-- Supplied material follows --

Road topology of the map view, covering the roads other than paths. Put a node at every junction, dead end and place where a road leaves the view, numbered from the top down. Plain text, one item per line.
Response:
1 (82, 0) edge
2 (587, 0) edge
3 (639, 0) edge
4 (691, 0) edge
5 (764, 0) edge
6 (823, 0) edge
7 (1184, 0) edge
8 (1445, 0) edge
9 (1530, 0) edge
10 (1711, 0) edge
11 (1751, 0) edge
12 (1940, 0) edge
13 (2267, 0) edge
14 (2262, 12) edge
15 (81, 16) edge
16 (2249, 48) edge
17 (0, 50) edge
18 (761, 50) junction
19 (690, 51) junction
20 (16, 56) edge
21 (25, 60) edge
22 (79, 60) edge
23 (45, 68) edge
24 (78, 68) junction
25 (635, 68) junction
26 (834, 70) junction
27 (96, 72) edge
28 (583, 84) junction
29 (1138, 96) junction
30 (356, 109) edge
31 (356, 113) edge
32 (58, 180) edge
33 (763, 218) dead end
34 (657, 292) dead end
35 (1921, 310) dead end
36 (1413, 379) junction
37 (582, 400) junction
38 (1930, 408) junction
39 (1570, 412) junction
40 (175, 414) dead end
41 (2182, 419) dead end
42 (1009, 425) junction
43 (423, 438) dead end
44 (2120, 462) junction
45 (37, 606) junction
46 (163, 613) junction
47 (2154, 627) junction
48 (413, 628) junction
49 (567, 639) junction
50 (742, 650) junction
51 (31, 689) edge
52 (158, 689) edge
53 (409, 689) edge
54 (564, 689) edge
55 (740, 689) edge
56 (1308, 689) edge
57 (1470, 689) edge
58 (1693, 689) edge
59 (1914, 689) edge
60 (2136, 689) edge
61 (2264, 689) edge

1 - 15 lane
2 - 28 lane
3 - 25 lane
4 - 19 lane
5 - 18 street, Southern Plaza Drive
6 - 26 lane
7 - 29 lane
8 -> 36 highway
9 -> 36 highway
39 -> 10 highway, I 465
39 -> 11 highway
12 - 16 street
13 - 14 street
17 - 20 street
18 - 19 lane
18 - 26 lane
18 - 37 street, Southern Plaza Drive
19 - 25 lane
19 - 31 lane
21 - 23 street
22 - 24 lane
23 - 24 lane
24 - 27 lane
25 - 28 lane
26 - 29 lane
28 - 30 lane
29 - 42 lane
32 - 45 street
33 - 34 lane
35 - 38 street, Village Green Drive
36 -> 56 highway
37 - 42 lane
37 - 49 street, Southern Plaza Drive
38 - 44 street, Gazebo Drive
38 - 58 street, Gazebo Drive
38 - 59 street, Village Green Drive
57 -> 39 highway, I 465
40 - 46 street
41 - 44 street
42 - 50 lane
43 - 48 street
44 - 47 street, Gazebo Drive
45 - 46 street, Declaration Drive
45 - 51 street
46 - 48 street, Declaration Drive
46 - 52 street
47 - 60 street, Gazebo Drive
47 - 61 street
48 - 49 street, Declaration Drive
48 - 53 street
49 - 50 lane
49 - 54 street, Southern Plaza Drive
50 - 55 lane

-- Supplied material concluded --

◆ Problem to solve ◆
Show every line of the data in which the word "dead" appears.

◆ Your solution ◆
Road topology of the map view, covering the roads other than paths. Put a node at every junction, dead end and place where a road leaves the view, numbered from the top down. Plain text, one item per line.
33 (763, 218) dead end
34 (657, 292) dead end
35 (1921, 310) dead end
40 (175, 414) dead end
41 (2182, 419) dead end
43 (423, 438) dead end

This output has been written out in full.